▶ Input records:
——————————

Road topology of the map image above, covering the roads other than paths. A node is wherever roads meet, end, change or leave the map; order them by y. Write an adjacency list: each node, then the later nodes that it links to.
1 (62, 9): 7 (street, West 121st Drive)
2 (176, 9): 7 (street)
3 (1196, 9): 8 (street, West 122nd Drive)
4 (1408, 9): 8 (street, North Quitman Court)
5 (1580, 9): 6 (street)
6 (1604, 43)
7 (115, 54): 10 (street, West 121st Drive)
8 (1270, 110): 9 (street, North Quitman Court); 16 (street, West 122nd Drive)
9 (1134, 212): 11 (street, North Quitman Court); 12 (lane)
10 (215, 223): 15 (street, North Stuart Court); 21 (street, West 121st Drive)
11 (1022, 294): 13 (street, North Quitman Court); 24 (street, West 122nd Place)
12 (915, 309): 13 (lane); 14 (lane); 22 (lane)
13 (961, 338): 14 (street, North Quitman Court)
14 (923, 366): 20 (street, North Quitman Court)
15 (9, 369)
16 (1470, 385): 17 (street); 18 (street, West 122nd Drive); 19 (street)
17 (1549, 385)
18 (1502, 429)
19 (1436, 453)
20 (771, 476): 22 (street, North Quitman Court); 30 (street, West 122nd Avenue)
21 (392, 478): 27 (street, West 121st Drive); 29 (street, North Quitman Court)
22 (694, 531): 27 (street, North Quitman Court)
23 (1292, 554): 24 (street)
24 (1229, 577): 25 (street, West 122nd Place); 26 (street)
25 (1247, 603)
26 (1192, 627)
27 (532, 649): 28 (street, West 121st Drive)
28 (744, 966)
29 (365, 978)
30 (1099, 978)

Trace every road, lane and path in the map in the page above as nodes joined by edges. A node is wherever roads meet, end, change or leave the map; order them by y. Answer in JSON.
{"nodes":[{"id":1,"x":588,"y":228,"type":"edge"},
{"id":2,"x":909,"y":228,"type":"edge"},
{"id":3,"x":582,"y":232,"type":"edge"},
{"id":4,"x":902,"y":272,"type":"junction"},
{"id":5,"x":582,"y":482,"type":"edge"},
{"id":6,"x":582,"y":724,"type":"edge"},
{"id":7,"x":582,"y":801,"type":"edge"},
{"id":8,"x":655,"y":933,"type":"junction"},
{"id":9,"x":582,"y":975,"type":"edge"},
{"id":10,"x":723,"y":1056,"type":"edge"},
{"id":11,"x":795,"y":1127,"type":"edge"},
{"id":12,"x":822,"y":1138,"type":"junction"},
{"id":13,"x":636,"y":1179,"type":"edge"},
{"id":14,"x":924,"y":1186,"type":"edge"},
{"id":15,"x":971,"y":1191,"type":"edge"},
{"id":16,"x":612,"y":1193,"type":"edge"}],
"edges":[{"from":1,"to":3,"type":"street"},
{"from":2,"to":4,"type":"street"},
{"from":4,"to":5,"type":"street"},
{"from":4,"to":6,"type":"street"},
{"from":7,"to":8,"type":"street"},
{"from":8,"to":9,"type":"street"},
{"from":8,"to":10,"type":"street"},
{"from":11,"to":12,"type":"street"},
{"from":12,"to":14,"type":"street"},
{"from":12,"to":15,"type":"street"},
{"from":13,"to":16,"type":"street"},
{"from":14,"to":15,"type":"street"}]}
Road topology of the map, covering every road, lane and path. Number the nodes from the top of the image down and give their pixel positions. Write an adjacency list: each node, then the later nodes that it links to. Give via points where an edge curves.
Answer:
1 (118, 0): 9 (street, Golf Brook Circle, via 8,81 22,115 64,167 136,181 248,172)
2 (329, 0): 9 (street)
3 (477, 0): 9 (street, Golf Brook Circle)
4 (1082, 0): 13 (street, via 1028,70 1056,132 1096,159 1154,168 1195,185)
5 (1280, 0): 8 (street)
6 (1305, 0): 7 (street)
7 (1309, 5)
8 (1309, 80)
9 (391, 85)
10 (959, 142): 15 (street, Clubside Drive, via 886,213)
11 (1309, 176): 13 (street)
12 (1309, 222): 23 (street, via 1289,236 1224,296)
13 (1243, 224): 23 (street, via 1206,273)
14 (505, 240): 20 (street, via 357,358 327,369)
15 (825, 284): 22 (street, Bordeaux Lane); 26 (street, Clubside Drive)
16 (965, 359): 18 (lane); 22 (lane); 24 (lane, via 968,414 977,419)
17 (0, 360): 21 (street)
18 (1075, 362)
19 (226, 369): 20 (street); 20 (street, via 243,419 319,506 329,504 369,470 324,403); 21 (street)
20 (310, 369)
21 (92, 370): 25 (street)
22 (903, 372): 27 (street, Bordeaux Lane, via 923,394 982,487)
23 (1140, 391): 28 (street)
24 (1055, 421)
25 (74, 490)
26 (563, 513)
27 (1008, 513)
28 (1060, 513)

——————————

Return all of the material above exactly as it stands.

Road topology of the map image above, covering the roads other than paths. A node is wherever roads meet, end, change or leave the map; order them by y. Write an adjacency list: each node, then the later nodes that it links to.
1 (62, 9): 7 (street, West 121st Drive)
2 (176, 9): 7 (street)
3 (1196, 9): 8 (street, West 122nd Drive)
4 (1408, 9): 8 (street, North Quitman Court)
5 (1580, 9): 6 (street)
6 (1604, 43)
7 (115, 54): 10 (street, West 121st Drive)
8 (1270, 110): 9 (street, North Quitman Court); 16 (street, West 122nd Drive)
9 (1134, 212): 11 (street, North Quitman Court); 12 (lane)
10 (215, 223): 15 (street, North Stuart Court); 21 (street, West 121st Drive)
11 (1022, 294): 13 (street, North Quitman Court); 24 (street, West 122nd Place)
12 (915, 309): 13 (lane); 14 (lane); 22 (lane)
13 (961, 338): 14 (street, North Quitman Court)
14 (923, 366): 20 (street, North Quitman Court)
15 (9, 369)
16 (1470, 385): 17 (street); 18 (street, West 122nd Drive); 19 (street)
17 (1549, 385)
18 (1502, 429)
19 (1436, 453)
20 (771, 476): 22 (street, North Quitman Court); 30 (street, West 122nd Avenue)
21 (392, 478): 27 (street, West 121st Drive); 29 (street, North Quitman Court)
22 (694, 531): 27 (street, North Quitman Court)
23 (1292, 554): 24 (street)
24 (1229, 577): 25 (street, West 122nd Place); 26 (street)
25 (1247, 603)
26 (1192, 627)
27 (532, 649): 28 (street, West 121st Drive)
28 (744, 966)
29 (365, 978)
30 (1099, 978)

Trace every road, lane and path in the map in the page above as nodes joined by edges. A node is wherever roads meet, end, change or leave the map; order them by y. Answer in JSON.
{"nodes":[{"id":1,"x":588,"y":228,"type":"edge"},
{"id":2,"x":909,"y":228,"type":"edge"},
{"id":3,"x":582,"y":232,"type":"edge"},
{"id":4,"x":902,"y":272,"type":"junction"},
{"id":5,"x":582,"y":482,"type":"edge"},
{"id":6,"x":582,"y":724,"type":"edge"},
{"id":7,"x":582,"y":801,"type":"edge"},
{"id":8,"x":655,"y":933,"type":"junction"},
{"id":9,"x":582,"y":975,"type":"edge"},
{"id":10,"x":723,"y":1056,"type":"edge"},
{"id":11,"x":795,"y":1127,"type":"edge"},
{"id":12,"x":822,"y":1138,"type":"junction"},
{"id":13,"x":636,"y":1179,"type":"edge"},
{"id":14,"x":924,"y":1186,"type":"edge"},
{"id":15,"x":971,"y":1191,"type":"edge"},
{"id":16,"x":612,"y":1193,"type":"edge"}],
"edges":[{"from":1,"to":3,"type":"street"},
{"from":2,"to":4,"type":"street"},
{"from":4,"to":5,"type":"street"},
{"from":4,"to":6,"type":"street"},
{"from":7,"to":8,"type":"street"},
{"from":8,"to":9,"type":"street"},
{"from":8,"to":10,"type":"street"},
{"from":11,"to":12,"type":"street"},
{"from":12,"to":14,"type":"street"},
{"from":12,"to":15,"type":"street"},
{"from":13,"to":16,"type":"street"},
{"from":14,"to":15,"type":"street"}]}
Road topology of the map, covering every road, lane and path. Number the nodes from the top of the image down and give their pixel positions. Write an adjacency list: each node, then the later nodes that it links to. Give via points where an edge curves.
Answer:
1 (118, 0): 9 (street, Golf Brook Circle, via 8,81 22,115 64,167 136,181 248,172)
2 (329, 0): 9 (street)
3 (477, 0): 9 (street, Golf Brook Circle)
4 (1082, 0): 13 (street, via 1028,70 1056,132 1096,159 1154,168 1195,185)
5 (1280, 0): 8 (street)
6 (1305, 0): 7 (street)
7 (1309, 5)
8 (1309, 80)
9 (391, 85)
10 (959, 142): 15 (street, Clubside Drive, via 886,213)
11 (1309, 176): 13 (street)
12 (1309, 222): 23 (street, via 1289,236 1224,296)
13 (1243, 224): 23 (street, via 1206,273)
14 (505, 240): 20 (street, via 357,358 327,369)
15 (825, 284): 22 (street, Bordeaux Lane); 26 (street, Clubside Drive)
16 (965, 359): 18 (lane); 22 (lane); 24 (lane, via 968,414 977,419)
17 (0, 360): 21 (street)
18 (1075, 362)
19 (226, 369): 20 (street); 20 (street, via 243,419 319,506 329,504 369,470 324,403); 21 (street)
20 (310, 369)
21 (92, 370): 25 (street)
22 (903, 372): 27 (street, Bordeaux Lane, via 923,394 982,487)
23 (1140, 391): 28 (street)
24 (1055, 421)
25 (74, 490)
26 (563, 513)
27 (1008, 513)
28 (1060, 513)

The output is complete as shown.